だいまつここにきて急に見なくなりました? あの「だいまつみらう~す」のコマーシャル。 終わったんだとすれば、ほっとしますが。

予定の放映分が終わったのか、あるいは、あまりの苦情にストップしたのか。

(そんなわけはないか。)

でも、私はすごく嫌いです。 うるさいし、意味がよくわからないし、しかも、テレビをつけていると見ないでは済まされない量が流れてるし、まさにAnnoyingというやつで。

と、Twitterとfacebookでつぶやいたら、「どうしてああいうことになっちゃうんでしょう?」という質問をいただきました。

もちろん私は内実を全く知らないので、「企業の意気込み・気合いと、莫大な予算と、それに群がる広告業界がそろうと、よくああいうことが起こります」とだけ答えておきました。

壮大な気合いの空回り。

当たらずとも遠からずだと思いますが。

規模はあんなに大きくありませんが、私自身も似たような経験は多々あります。 売り手の気合いの空回り。 「あ~あ、やっちゃた・・・」って。

ターゲットの設定(または設定していないこと)から、製品・サービスが何をしてくれるものなのかの明確化、マーケティング上でのねらい、広告のアイディア、広告表現の手法、などなど、「あらあら」と思わざるを得ないことが盛りだくさんなんですが、それらをひとつひとつあげつらってみても仕方ないので、今日はその中からひとつだけ、マーケッターが、そのクリエイティビティーを発揮しなければならなかったのに、しなかった、できなかった、あるいは、してたのに経営陣などに無視された、ことについて少し考えてみましょう。

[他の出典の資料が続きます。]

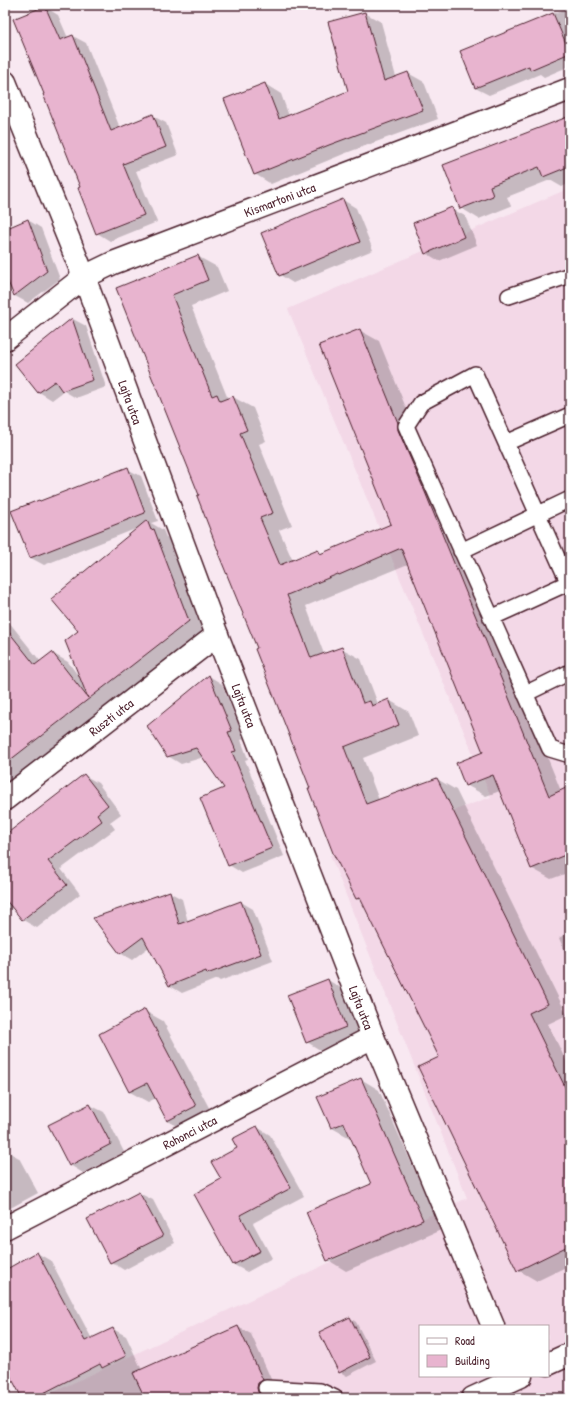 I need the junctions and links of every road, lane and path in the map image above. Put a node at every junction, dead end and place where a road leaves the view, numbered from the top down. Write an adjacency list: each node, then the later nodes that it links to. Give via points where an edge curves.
1 (5, 82): 4 (street, Lajta utca)
2 (570, 89): 4 (street, Kismartoni utca, via 113,263)
3 (570, 275): 5 (lane)
4 (84, 278): 6 (street, Kismartoni utca); 14 (street, Lajta utca)
5 (509, 296)
6 (5, 339)
7 (570, 415): 8 (lane)
8 (506, 444): 10 (lane); 11 (lane, via 475,374 421,402 406,426)
9 (570, 499): 10 (lane)
10 (538, 514): 11 (lane); 12 (lane)
11 (462, 551): 13 (lane)
12 (570, 584): 13 (lane)
13 (491, 618): 16 (lane)
14 (217, 636): 18 (street, Ruszti utca); 19 (street, Lajta utca)
15 (570, 672): 16 (lane)
16 (525, 694): 17 (lane, via 550,749)
17 (570, 754)
18 (5, 799)
19 (373, 1037): 20 (street, Rohonci utca); 21 (street, Lajta utca)
20 (5, 1228)
21 (493, 1325)
22 (570, 1354): 23 (street)
23 (549, 1364)
24 (517, 1377): 26 (street)
25 (266, 1388): 27 (lane, via 320,1391)
26 (482, 1396)
27 (334, 1398)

クリエイティビティー。 特に今、ジョブスさんの言葉や考えなどがあちこちで話題になっていて、彼の、いろいろな刺激や示唆に富んだ話を聞いていると、「あ~、でも、私は天才じゃぁないんでね・・・」とため息も出たりしますが、「そうか、そういうことでいいんだ」と勇気づけられることもあり。

マーケティングの一連の流れの中で、広告やデザイン、あるいは製品の開発などに携わる人にとってのクリエイティビティーというのは、見えたり聞こえたり、形があるものが多いので、イメージしやすいのかも知れませんが、マーケッターにとってのクリエイティビティーは少し見えづらいものがあります。

なので(か、どうかはわかりませんが)、すっ飛ばしてしまったり、忘れられてしまったり、さぼってしまったりするんじゃないでしょうか。

マーケッターがクリエイティビティーを発揮すべき場所、とは、戦略を立てること、です。

クリエイティブな戦略。

世にブルーオーシャンとか呼ばれているものは、その典型的なものでしょうね。

そこまでいかなくても、「へ~、なるほどねぇ、そういう風に考えたことはなかったけど、言われてみればその通りだよね」と、ターゲットの人たちが合点がいき、納得し、あるいは感動する戦略・コンセプト・考え方・見方を開発することこそが、マーケッターと呼ばれる、その人自身は何も生産しない、会社にとって無駄とも思われる人たちがすべき大切な仕事です。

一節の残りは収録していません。